Updated on October 22, 2021

Comments

  • gsaldana
    gsaldana over 2 years

    I'm developing a web application using Asp.net core 2.0 with razor pages. I'm creating an object with some data and want to send that object to another page.

    Actually I'm doing this:

    var customObject = new{
       //some values
    };
    return RedirectToPage("NewPage", customObject);
    

    I see that the url has the values of the object I'm sending, but I can't find how to take that values (in the NewPage instance).

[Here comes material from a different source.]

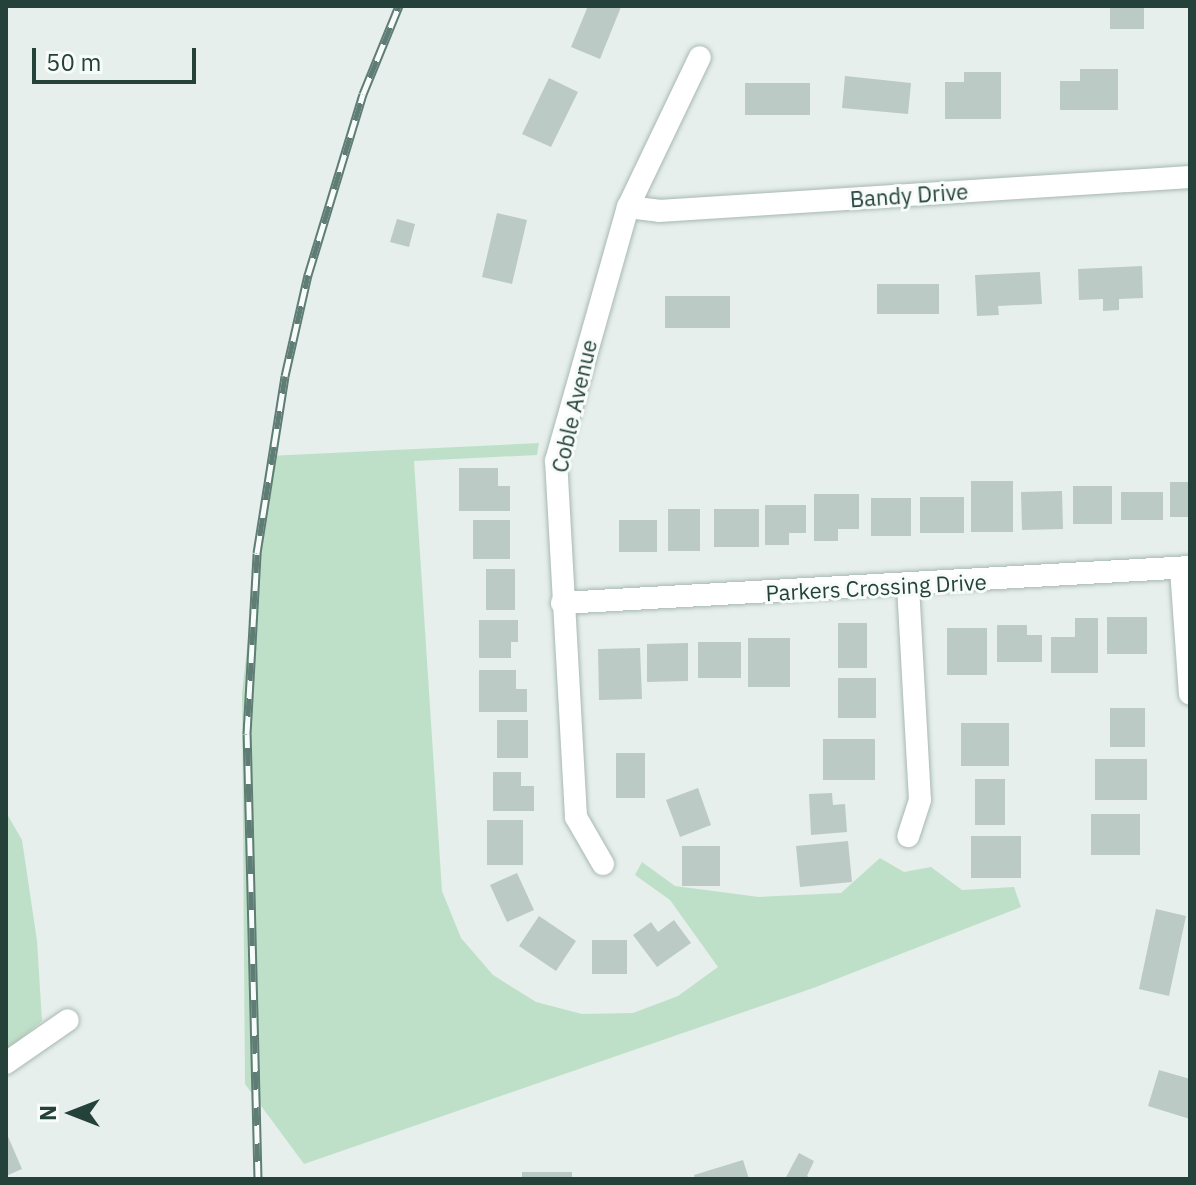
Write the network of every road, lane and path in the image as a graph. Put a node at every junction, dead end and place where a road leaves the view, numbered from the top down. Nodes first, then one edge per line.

    Can anybody knows how to share objects between razor pages? Is this the correct way to achieve it? or Is there another better way?

    Thanks in advance

    • Prashanth Benny
      Prashanth Benny over 6 years
      send the object on when you post it back from the view to the controller
    • Chris Pratt
      Chris Pratt over 6 years
      So it begins. The scourge of Web Forms, reborn as Razor Pages. When things are "magic", it's no longer obvious how to do simple things like this. Razor Pages or no, it works the same as any other HTTP request. You must post the values to the new URL, and then retrieve the data from the request body on the resulting URL.
    • Chris Pratt
      Chris Pratt over 6 years
      Forget what Microsoft says, save a kitten and don't use Razor Pages.
    • McGuireV10
      McGuireV10 over 6 years
      Parameters in a query string isn't exactly "magic" -- and that's all handlers and parameter-passing are for data-sharing via GET in Razor Pages.
    • Ryan
      Ryan over 5 years
      I am trying pretty hard to avoid Razor Pages, but even in my MVC Core 2.2 app the Identity scaffolding forced me to use Razor all over. Any way to avoid that? (easily?)
    • John81
      John81 almost 5 years
      No way to avoid Razor Pages. I tried rewriting the Identity scaffolding in MVC and gave up. I begrudgingly have accepted that Razor Pages are here to stay and where MS wants us to head so might as well get over and and accept them.
  • Mert Gülsoy
    Mert Gülsoy about 5 years
    How do you know which client put which data to there? If and only if one client is using the system, then there is no problem. You can use IMemoryCache with a lifetime. The approach defined in this answer is not a good practice.
  • Bennybear
    Bennybear over 4 years
    I agree. This is the correct answer. I've tested it with multiple key value pairs, and it works like a charm each time. You may also want to consider using session state.
  • Herman Van Der Blom
    Herman Van Der Blom over 4 years
    this is the page that describes it: docs.microsoft.com/en-us/dotnet/api/…
  • FoggyDay
    FoggyDay about 4 years
    Agreed: hillstuk gave the "correct answer" for passing data between ASP.Net Core MVC Razor views Specifically: 1) Define a view model. It can be a POCO. Put it in your "Models" folder. 2) Declare the view model in your view's parameter list. 3) Create an anonymous instance in your RedirectToPage() call.
  • 1atera1usz
    1atera1usz about 4 years
    Just to add, when you are redirecting to the same page: if any of the parameters to the page handler come from the route, you can omit them. For example if the OnGet looks like: public async Task<IActionResult> OnGet([FromRoute]string userId, [FromQuery]bool? cs = null) When redirecting from the same page just do: return RedirectToPage(new { cs = true });
  • BloodyMettle
    BloodyMettle over 3 years
    Though it's old, the accepted answer is also not working in a distributed system with multiple nodes, if the singleton service is not using some other mechanism to store the data for every node. It also needs to delivers a unique key for retrieval for exactly that users+requests data.